The commission agreed with trade groups representing the biggest electricity sellers in Texas that a fundamental principle of competitive markets is that buyers and sellers come together willingly, according to the order. But PUC Chairman DeAnn Walker said during a commission meeting last week that the more she thought about it, the more concerned she became that power retailers were trying to shut out the concierge sites.
“It just doesn’t feel right to me,” Walker said. But she, along with the other two commissioners, opted to wait to see how the market shakes out before intervening.
The Legislature last year approved a measure recommended by the PUC requiring electricity brokers to register with the commission and comply with consumer protection rules.
Concierge services act on behalf of consumers to buy power, typically charging a flat monthly or per kilowatt-hour fee to manage electricity purchases. Their computer programs cut through the confusing multitier plans, bill credits and debits, and free nights and weekend arrangements offered by retail electricity sellers, potentially saving shoppers hundreds of dollars a year.
But concierge services also are finding the low-margin plans offered
on the state run-Power to Choose shopping website that some retailers offer to attract new customers in the competitive market. Retail providers offer the low-price options hoping that customers will stick with them when the plan expires — or that they’ll forget the plan expired and continue to pay a higher default rate.
Concierge service provider EZ Electricity has run into problems signing up customers on some plans offered on Power to Choose. Retail sellers identify EZ’s IP address and won’t let it complete the sign-ups, said President Mike Brasovan, who wouldn’t identify retailers who refuse to sell power.
Brasovan sees the practice as discriminatory.
“Everyone should be eligible for the publicly available deals,”
he told the PUC.
For retail electric providers, it’s a legal issue: They don’t want to be accused of enrolling customers into plans without permission and shouldn’t be required to accept a broker’s claim that it has legal authority to enroll clients in power plans.
Forcing sales violates a freemarket principal that buyers and sellers come together willingly, according to Alliance for Retail Markets, a group that represents the biggest sellers of electricity in Texas including NRG Energy, TXU Energy, Direct Energy and Calpine.
The Texas Energy Association for Marketers, a group of retail electricity providers that didn’t disclose its members in commission records, argued that retail electric sellers should be able to
require that brokers get power-ofattorney agreements for each customer. The brokers say that’s a complicated and unnecessary obligation that insurance and real estate brokers aren’t required to meet.
Neither trade group returned calls for comment.
In the end, the commission said it will not tell retail electric providers how to determine if brokers have legal authority to act for their clients. The commission also will not require retail electricity providers to accept enrollments from electricity concierge companies, according to the order.
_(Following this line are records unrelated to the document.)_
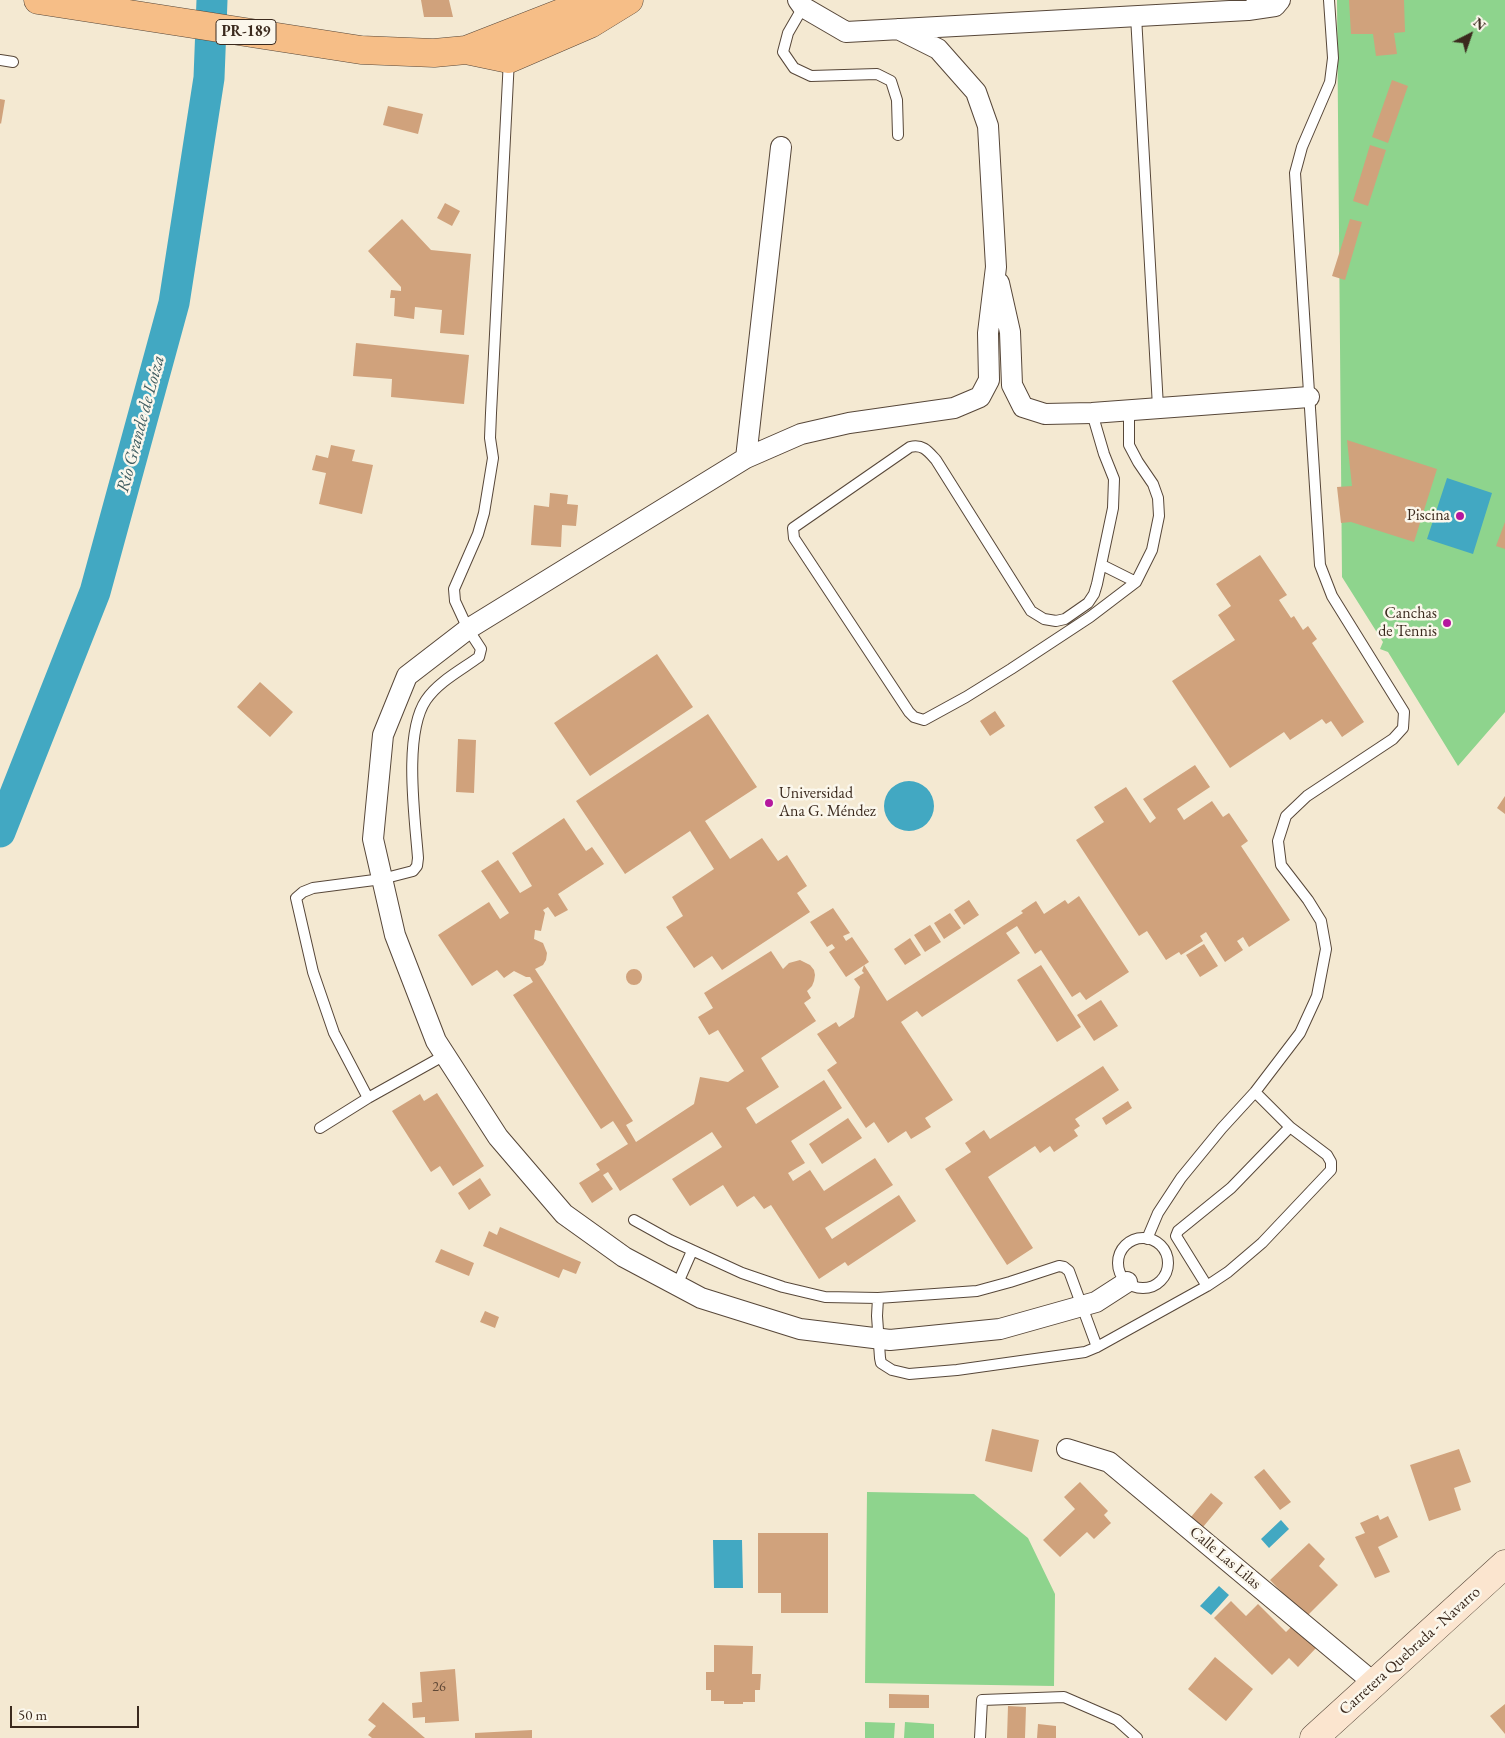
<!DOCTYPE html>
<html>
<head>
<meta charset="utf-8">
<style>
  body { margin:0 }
  #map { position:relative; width:1505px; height:1738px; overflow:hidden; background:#f4e9d2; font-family:"EB Garamond",serif }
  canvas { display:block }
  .north { position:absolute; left:1445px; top:10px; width:50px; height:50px; -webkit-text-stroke:4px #fbf7ec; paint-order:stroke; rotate:41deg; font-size:14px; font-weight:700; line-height:20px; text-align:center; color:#3b2a1e }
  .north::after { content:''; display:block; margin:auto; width:18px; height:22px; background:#3b2a1e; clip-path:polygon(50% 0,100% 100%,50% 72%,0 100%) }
  .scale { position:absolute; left:10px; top:1706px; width:129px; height:22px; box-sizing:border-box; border:2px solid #3b2a1e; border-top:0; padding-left:6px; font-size:15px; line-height:18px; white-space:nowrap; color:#3b2a1e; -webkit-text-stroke:4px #fbf7ec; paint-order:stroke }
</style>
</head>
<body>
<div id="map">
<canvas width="1505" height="1738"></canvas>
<div class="north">N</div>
<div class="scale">50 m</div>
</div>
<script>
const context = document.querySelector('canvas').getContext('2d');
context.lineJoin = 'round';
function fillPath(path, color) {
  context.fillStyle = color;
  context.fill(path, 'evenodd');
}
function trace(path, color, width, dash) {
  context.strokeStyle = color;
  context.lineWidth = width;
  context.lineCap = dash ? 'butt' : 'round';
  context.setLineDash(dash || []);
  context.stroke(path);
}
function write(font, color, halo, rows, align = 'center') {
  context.font = font + ' "EB Garamond",serif';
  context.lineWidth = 5;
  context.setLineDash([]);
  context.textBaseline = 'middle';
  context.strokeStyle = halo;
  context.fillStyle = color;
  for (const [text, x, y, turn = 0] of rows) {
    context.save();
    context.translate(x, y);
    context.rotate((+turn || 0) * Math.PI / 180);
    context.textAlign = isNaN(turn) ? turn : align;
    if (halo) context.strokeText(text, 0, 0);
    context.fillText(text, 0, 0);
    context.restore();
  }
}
fillPath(new Path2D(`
  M1337,0h168v712l-47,54 -70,-114 -8,-3 3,-7 -41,-65z
  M867,1492l107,2 54,44 27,56 -1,92 -189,-3z
  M865,1722l30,1 -1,15h-29z
  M905,1722l29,2v14h-30z`), '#8ed48d');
fillPath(new Path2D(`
  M1447,478l45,15 -19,61 -46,-15z
  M884 806a25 25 0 1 1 50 0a25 25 0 1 1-50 0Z
  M1281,1520l8,9 -20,19 -8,-9z
  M713,1540h29l1,48h-29z
  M1219,1586l10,9 -18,20 -11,-9z`), '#42a8c2');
trace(new Path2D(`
  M0,832l95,-240 79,-289 35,-225 3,-78`), '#42a8c2', 31);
fillPath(new Path2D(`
  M421,0h28l4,17h-29z
  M1349,0h55l1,32 -11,1 3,21 -21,2 -3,-22h-22z
  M1392,80l16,6 -20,57 -16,-6z
  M0,99l5,1 -4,24 -1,-1z
  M388,106l35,8 -5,20 -35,-9z
  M1370,145l16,5 -18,56 -15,-5z
  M445,203l15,8 -8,15 -15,-8z
  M402,219l29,31 40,4 -7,81 -24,-2 2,-23 -27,-3 -1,12 -20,-3 1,-18h-5l1,-8 10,1v-4l-33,-36z
  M1350,219l12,3 -17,58 -13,-4z
  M356,343l113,12 -5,49 -73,-7 1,-18 -39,-3z
  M1347,440l90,29 -23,73 -63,-20 -10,1 -4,-36 15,-1z
  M331,445l24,5 -3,11 21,4 -11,49 -43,-10 7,-31 -14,-3 4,-15 12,3z
  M550,493l18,2 -1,9 11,1 -2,21 -14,-1 -1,22 -30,-2 3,-40 15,2z
  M1505,522v27l-9,-3z
  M1260,555l27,40 -8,5 12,18 3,-2 9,14 5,-4 9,13 -5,4 52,79 -22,15 -11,-16 -5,3 -4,-5 -32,21 -6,-8 -54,36 -58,-87 63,-41 -17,-25 13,-9 -15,-22z
  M657,654l36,53 -103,69 -36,-53z
  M260,682l33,30 -23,25 -33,-30z
  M995,711l10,15 -15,10 -10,-15z
  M708,714l49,73 -52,34 25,38 32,-21 16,23 9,-6 20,31 -10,7 13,19 -88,58 -10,-14 -18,12 -28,-41 17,-11 -11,-19 42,-28 -24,-38 -65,43 -49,-73z
  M458,739l18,1 -2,53 -18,-1z
  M1195,765l15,22 -33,22 7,11 28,-19 11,16 6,-4 19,28 -7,5 49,74 -41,27 -6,-10 -6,4 6,9 -18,12 -19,-30 -6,4 3,5 -22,14 -2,-3 -13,8 -19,-29 -8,5 -63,-96 28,-18 -10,-15 32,-20 24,36 6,-5 -13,-19z
  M1505,796v18l-8,-6z
  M564,818l22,33 6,-4 12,17 -46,30 10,16 -13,7 -7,-10 -5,3 2,3 -4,18 -6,-1 -1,9 9,4 4,10 -1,7 -3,5 -8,4 98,152 -7,4 10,17 58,-38 6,-27 28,5 16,-11 -26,-41 -9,5 -11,-18 15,-9 -9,-15 67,-42 12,18 6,-6 11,-3 10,5 4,5 1,5 -1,6 -2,5 -5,5 4,7 -7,5 12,18 -55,37 18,29 -33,21 10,16 68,-44 18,28 -51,33 14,22 -17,10 5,8 17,-11 14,21 51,-33 18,27 -68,43 7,11 67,-44 17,26 -68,45 -3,-4 -26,17 -48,-74 -7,4 -10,-13 -17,11 -14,-22 -33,21 -18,-27 50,-32 -10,-15 -92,59 -12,-19 -5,3 10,14 -21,14 -13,-20 21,-13 -4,-6 32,-20 -15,-23 -12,8 -88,-134 20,-13 -3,-5h-4l-12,-6 -10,7 -7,-8 -25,16 -34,-51 51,-33 11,17 9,-6 -28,-42 17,-11 22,33 12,-7 -20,-33z
  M1079,896l50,76 -43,28 -6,-8 -8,5 -31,-47 -6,4 -18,-28 -11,7 14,20 -98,64 -5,-6 -16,11 52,78 -28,18 6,9 -20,12 -5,-8 -18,12 -14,-21 -8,6 -39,-58 10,-7 -20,-29 19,-12 3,5 15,-10 6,-30 -6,-8 10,-6 -2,-2 2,-6 23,36 136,-88 -2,-2 15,-10 8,13 21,-14 3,4z
  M969,900l10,15 -15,10 -10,-15z
  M833,908l17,25 -7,3 3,5 6,-4 17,25 -23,15 -17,-25 6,-4 -3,-4 -5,3 -17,-25z
  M950,913l11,15 -17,11 -10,-16z
  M930,925l11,17 -16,10 -11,-17z
  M910,938l11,17 -16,10 -11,-16z
  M1204,944l14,22 -18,11 -14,-22z
  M1041,965l40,62 -24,15 -40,-62z
  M626 977a8 8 0 1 1 16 0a8 8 0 1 1-16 0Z
  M1101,1000l17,26 -24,15 -17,-26z
  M1103,1066l16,24 -44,29 5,7 -6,4 4,6 -24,16 -4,-6 -10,7 -5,-7 -47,31 45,71 -26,17 -62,-96 26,-17 -6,-9 19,-13 6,9z
  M437,1093l47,73 -31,20 -13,-20 -9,6 -39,-61 28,-17 4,7z
  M1128,1101l4,7 -26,17 -4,-7z
  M848,1118l14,20 -40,26 -13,-20z
  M480,1178l11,17 -22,15 -11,-17z
  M500,1227l81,35 -5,12 -13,-5 -4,9 -76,-32 6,-15 8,4z
  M441,1249l33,14 -5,13 -34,-14z
  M485,1311l14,6 -4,11 -15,-6z
  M992,1429l47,11 -7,32 -47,-11z
  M1459,1449l12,33 -17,6 7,22 -32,11 -19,-56z
  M1264,1469l27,33 -11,8 -26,-33z
  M1080,1482l28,29 -4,4 7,8 -17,16 -7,-7 -27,25 -17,-17 32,-31 -11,-12z
  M1211,1493l12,10 -20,24 -12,-10z
  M1378,1515l2,5 8,-4 10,21 -20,10 12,25 -15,6 -20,-41 10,-4 -5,-10z
  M758,1533h70v80h-47v-20h-23z
  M1309,1543l16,16 -6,7 19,19 -32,32 -36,-37z
  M1231,1601l15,15 12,-12 28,28 7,-7 23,23 -18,19 -9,-9 -17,17 -58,-57z
  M714,1645l39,1 -1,28h9l-1,16h-5v12h-12v2h-19v-3h-13v-11h-5v-18h8z
  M1215,1657l38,32 -27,32 -38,-32z
  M455,1669l4,52 -34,2v-6l-12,1 -1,-15 10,-1 -2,-30z
  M889,1694l40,1v13h-40z
  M383,1702l42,36h-53l-4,-3 8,-9 -8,-6z
  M1505,1704v30l-15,-18z
  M1008,1706l18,1 -1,31h-18z
  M1038,1724l18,2v12h-19z
  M532,1730v8h-57v-5z`), '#d0a27c');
const lane = new Path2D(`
  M803,7l-15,26 -5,19 11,16 17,8 66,-2 14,7 6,19 1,35
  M1136,16l22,391
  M0,60l13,2
  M1092,413l12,41 10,25 -1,29 -16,76 -3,10 -6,9 -23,16 -9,2 -12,-2 -13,-8 -95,-151c-8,-9 -13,-16 -26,-13l-117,81 1,10 115,174 5,5 10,3 42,-23 45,-28 79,-52 46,-35 16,-32 7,-34 -1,-18 -5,-14 -15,-22 -9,-17v-34
  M1102,565l34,17
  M368,1098l-34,-65 -21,-61 -17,-74 7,-6 10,-4 69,-9 31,-8 4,-5 1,-8c-3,-40 -15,-124 8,-158 12,-18 35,-30 53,-43l2,-8 -13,-20 -13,-28 -1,-12 24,-55 6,-21 9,-55 -3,-20 1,-25 18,-354
  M320,1128l48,-30 77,-43
  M634,1220l36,20 72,33 41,14 42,10 53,1 99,-7 33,-9 49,-16 5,1 5,4 28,76
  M1118 1263a25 25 0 1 1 50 0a25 25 0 1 1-50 0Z
  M1147,1239l11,-26 23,-35 41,-50 33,-36 45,-59 17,-37 9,-47 -5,-28 -13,-21 -27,-35 -3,-24 8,-25 21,-20 86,-57 10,-11 1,-16 -72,-116 -12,-31 -25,-392 7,-26 28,-65 3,-24 -4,-58
  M677,1285l15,-34
  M1207,1286l-31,-50 2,-5 53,-43 59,-61
  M878,1298l-1,18 3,42 1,5 11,7 17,4 48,-4 128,-18 12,-5 110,-61 21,-14 34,-29 69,-73v-8l-4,-7 -37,-28 -35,-35
  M980,1738l2,-38 82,-3 53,23 20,18`);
const street = new Path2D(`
  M798,0l5,7 43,25 402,-22 27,-4 5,-6
  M781,147l-35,311 -278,171 -61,47 -24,59 -10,104 22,96 41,106 62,96 66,77 60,43 77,41 99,31 90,11 110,-11 96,-27 31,-20
  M999,283l11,49 2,53 11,22 22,7 47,-1 217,-16
  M746,458l55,-24 48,-11 105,-15 26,-11 9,-17 -1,-47 8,-66 -8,-141 -12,-34 -38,-43 -40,-20
  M1067,1449l42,13 265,221`);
const secondary = new Path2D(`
  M1314,1738l191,-174`);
const primary = new Path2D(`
  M38,0l323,50 73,3 32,-3 113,-44 10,-6
  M466,50l43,9 81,-35 39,-24`);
trace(lane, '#574739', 12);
trace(street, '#574739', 22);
trace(secondary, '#574739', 29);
trace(primary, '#574739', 29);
trace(lane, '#fff', 10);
trace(street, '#fff', 20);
trace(secondary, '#fbe5cf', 28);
trace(primary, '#f6be87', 28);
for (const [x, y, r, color] of [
  [1460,516,5,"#b5179e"],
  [1447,623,5,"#b5179e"],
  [769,803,5,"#b5179e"]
]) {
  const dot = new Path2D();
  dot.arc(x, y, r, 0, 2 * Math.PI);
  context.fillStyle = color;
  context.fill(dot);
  trace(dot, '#fbf7ec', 2);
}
write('14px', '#604836', null, [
  ["26",439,1687]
]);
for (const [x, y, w] of [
  [246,32,60]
]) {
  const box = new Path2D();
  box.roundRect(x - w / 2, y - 12.5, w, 25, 4);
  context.fillStyle = '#fbf7ec';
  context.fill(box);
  trace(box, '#3b2a1e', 1);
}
write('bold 15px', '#3b2a1e', null, [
  ["PR-189",246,32]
]);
write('16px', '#3b2a1e', '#fbf7ec', [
  ["Piscina",1450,516],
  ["Canchas",1437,614],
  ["de Tennis",1437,632],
  ["Universidad",779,794,"left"],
  ["Ana G. Méndez",779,812,"left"]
], 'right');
write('16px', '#3b2a1e', '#fbf7ec', [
  ["Calle Las Lilas",1225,1558,40],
  ["Carretera Quebrada - Navarro",1410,1651,-42]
]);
write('italic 18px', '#3e5c60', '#fbf7ec', [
  ["Río Grande de Loíza",141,424,-75]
]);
</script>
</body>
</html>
Concierge electricity brokers say it hasn’t been easy to go toe to toe against retail electric providers whose profit margins depend on consumers who don’t pay much attention to their electricity bills. The new service — when done well — gives households access to sophisticated electricity buyers who understand competitive power markets, said Jesson Bradshaw, CEO of concierge service Energy Ogre.
“It’s not like buying shoes,” he said.
Still, retail electric providers through their trade groups tried to use the opportunity of setting new broker registration rules to slow the growth of companies that help consumers find the cheapest power plans, he said. The fight illustrates what’s at stake for retail electric providers.
“There’s no question on profit pressure,” Bradshaw said.